» **Work instruction**:
Scan the records for the word "Highway". Report each line where it occurs.

Data for review section start

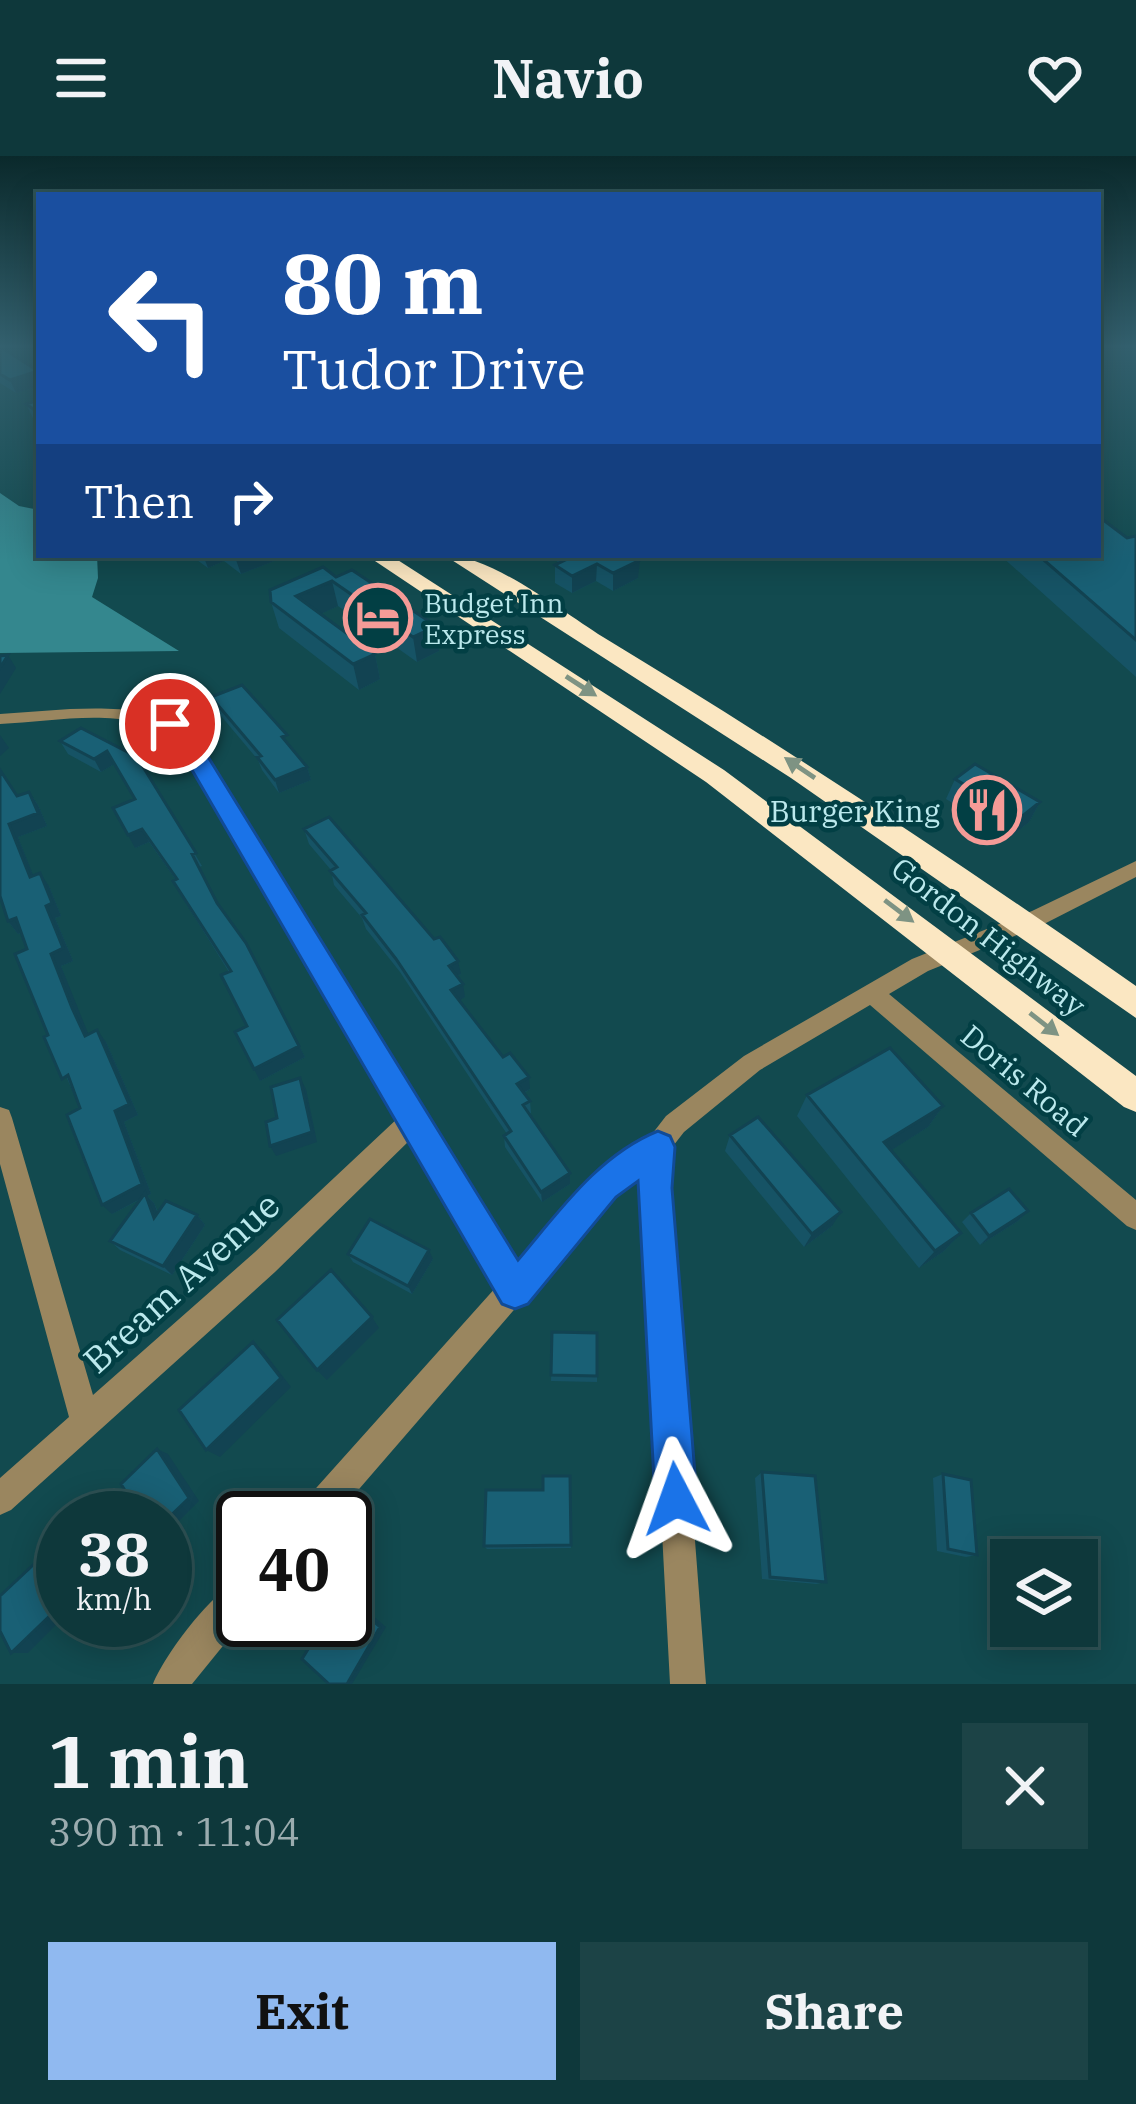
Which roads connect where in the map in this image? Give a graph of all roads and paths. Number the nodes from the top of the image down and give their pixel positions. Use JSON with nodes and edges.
{"nodes":[{"id":1,"x":381,"y":558,"type":"edge"},
{"id":2,"x":459,"y":558,"type":"edge"},
{"id":3,"x":0,"y":719,"type":"edge"},
{"id":4,"x":1136,"y":868,"type":"edge"},
{"id":5,"x":1024,"y":922,"type":"junction"},
{"id":6,"x":952,"y":952,"type":"junction"},
{"id":7,"x":871,"y":993,"type":"junction"},
{"id":8,"x":1136,"y":1004,"type":"edge"},
{"id":9,"x":1136,"y":1096,"type":"edge"},
{"id":10,"x":0,"y":1118,"type":"edge"},
{"id":11,"x":412,"y":1121,"type":"junction"},
{"id":12,"x":658,"y":1147,"type":"junction"},
{"id":13,"x":1136,"y":1217,"type":"edge"},
{"id":14,"x":515,"y":1291,"type":"junction"},
{"id":15,"x":85,"y":1420,"type":"junction"},
{"id":16,"x":336,"y":1491,"type":"edge"},
{"id":17,"x":0,"y":1499,"type":"edge"},
{"id":18,"x":216,"y":1625,"type":"edge"},
{"id":19,"x":172,"y":1684,"type":"edge"},
{"id":20,"x":688,"y":1684,"type":"edge"}],
"edges":[{"from":1,"to":6,"type":"highway","name":"Gordon Highway","one_way":true},
{"from":5,"to":2,"type":"highway","name":"Gordon Highway","one_way":true},
{"from":3,"to":11,"type":"street"},
{"from":4,"to":5,"type":"street"},
{"from":5,"to":6,"type":"street"},
{"from":5,"to":8,"type":"highway","name":"Gordon Highway"},
{"from":6,"to":7,"type":"street"},
{"from":6,"to":9,"type":"highway","name":"Gordon Highway","one_way":true},
{"from":7,"to":12,"type":"street"},
{"from":7,"to":13,"type":"street","name":"Doris Road"},
{"from":10,"to":15,"type":"street"},
{"from":11,"to":14,"type":"street"},
{"from":11,"to":15,"type":"street","name":"Bream Avenue"},
{"from":12,"to":14,"type":"street"},
{"from":12,"to":20,"type":"street"},
{"from":14,"to":16,"type":"street"},
{"from":15,"to":17,"type":"street","name":"Bream Avenue"},
{"from":18,"to":19,"type":"street"}]}
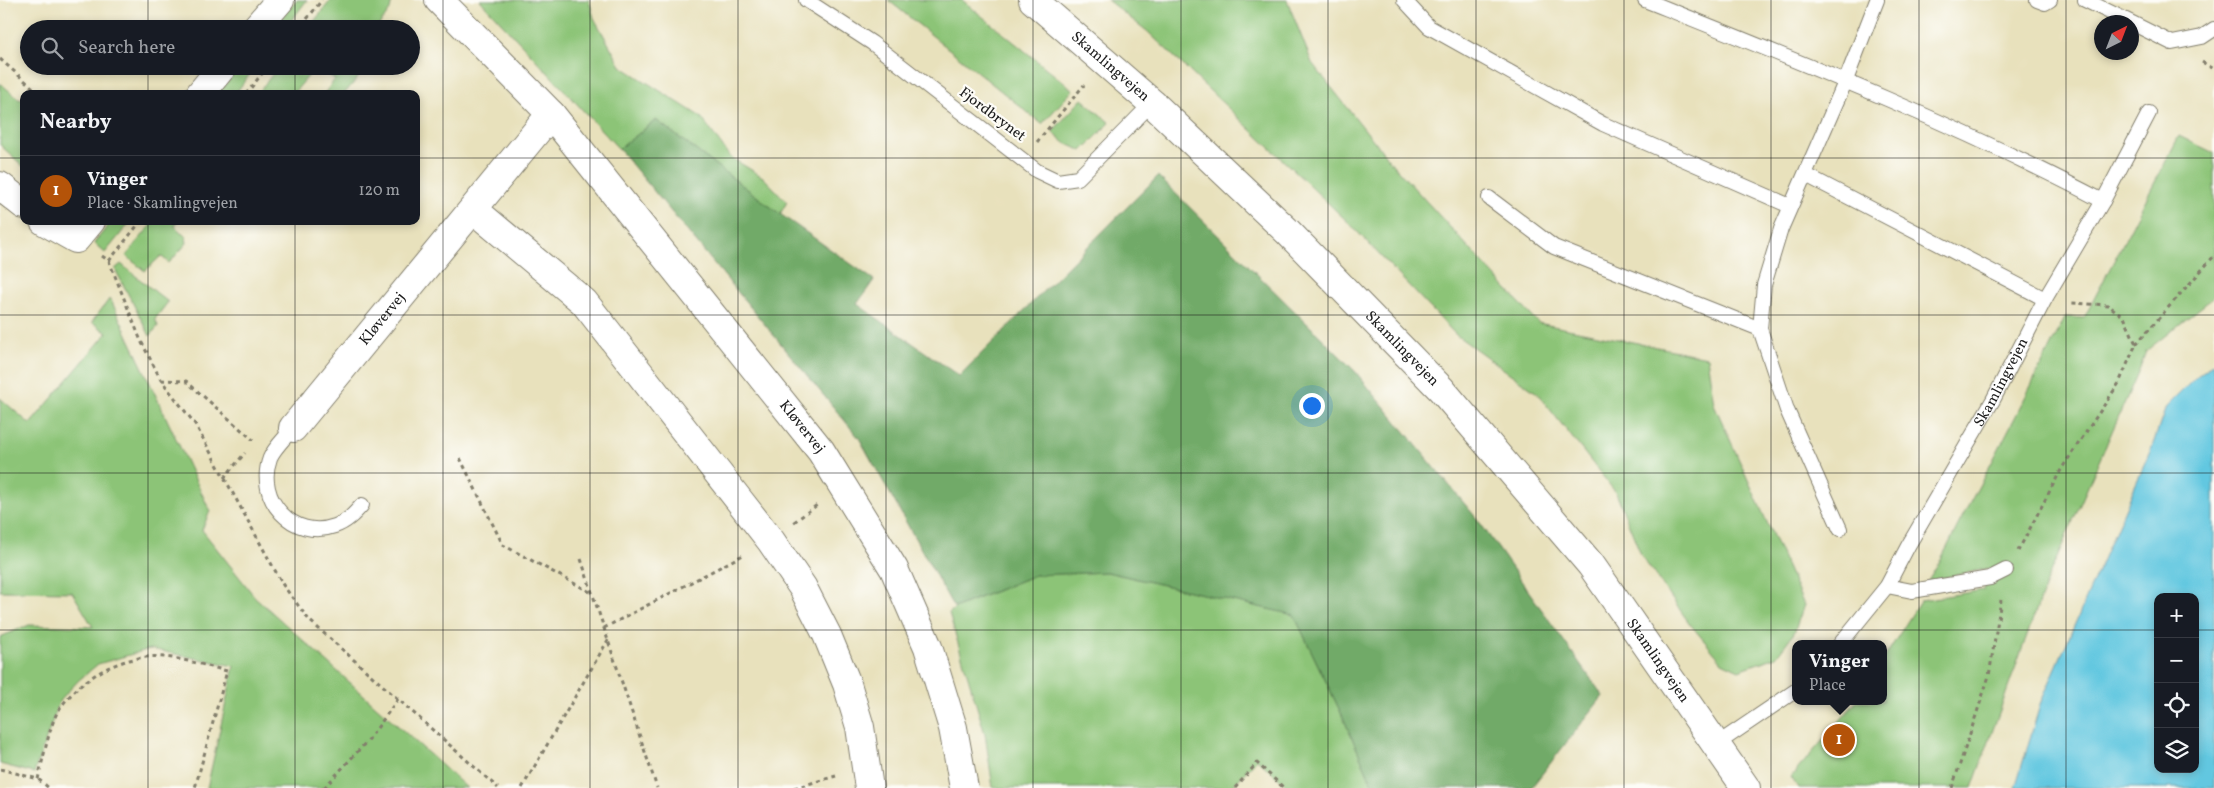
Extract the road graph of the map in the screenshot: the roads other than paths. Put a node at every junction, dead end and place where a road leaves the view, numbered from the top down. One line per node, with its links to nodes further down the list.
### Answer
1 (280, 0): 12 (street)
2 (439, 0): 20 (street, Kløvervej)
3 (806, 0): 18 (lane, Fjordbrynet)
4 (1033, 0): 18 (street, Skamlingvejen)
5 (1404, 0): 26 (lane)
6 (1644, 0): 16 (lane)
7 (1877, 0): 16 (lane)
8 (2037, 0): 9 (lane)
9 (2050, 0)
10 (2085, 0): 11 (lane)
11 (2115, 15)
12 (263, 20)
13 (2139, 27): 14 (lane)
14 (2214, 29)
15 (216, 75): 17 (street)
16 (1846, 80): 21 (lane); 25 (lane)
17 (203, 90)
18 (1152, 103): 39 (street, Skamlingvejen)
19 (2150, 113): 25 (lane, Skamlingvejen)
20 (551, 114): 27 (street, Kløvervej); 41 (street, Kløvervej)
21 (1806, 175): 26 (lane); 30 (lane)
22 (0, 186): 24 (street)
23 (1489, 198): 31 (lane)
24 (20, 202)
25 (2103, 202): 30 (lane, Skamlingvejen)
26 (1790, 206): 31 (lane)
27 (474, 210): 32 (street, Kløvervej); 40 (street)
28 (62, 225): 29 (street)
29 (84, 230)
30 (2045, 299): 36 (lane, Skamlingvejen)
31 (1760, 329): 34 (lane)
32 (293, 428): 33 (lane)
33 (362, 505)
34 (1840, 529)
35 (2006, 570): 36 (lane)
36 (1887, 586): 37 (lane, Skamlingvejen)
37 (1843, 640)
38 (1792, 693): 39 (lane)
39 (1717, 744): 42 (street, Skamlingvejen)
40 (868, 777)
41 (964, 788)
42 (1746, 788)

Data for review section end

» **Completed task**:
"edges":[{"from":1,"to":6,"type":"highway","name":"Gordon Highway","one_way":true},
{"from":5,"to":2,"type":"highway","name":"Gordon Highway","one_way":true},
{"from":5,"to":8,"type":"highway","name":"Gordon Highway"},
{"from":6,"to":9,"type":"highway","name":"Gordon Highway","one_way":true},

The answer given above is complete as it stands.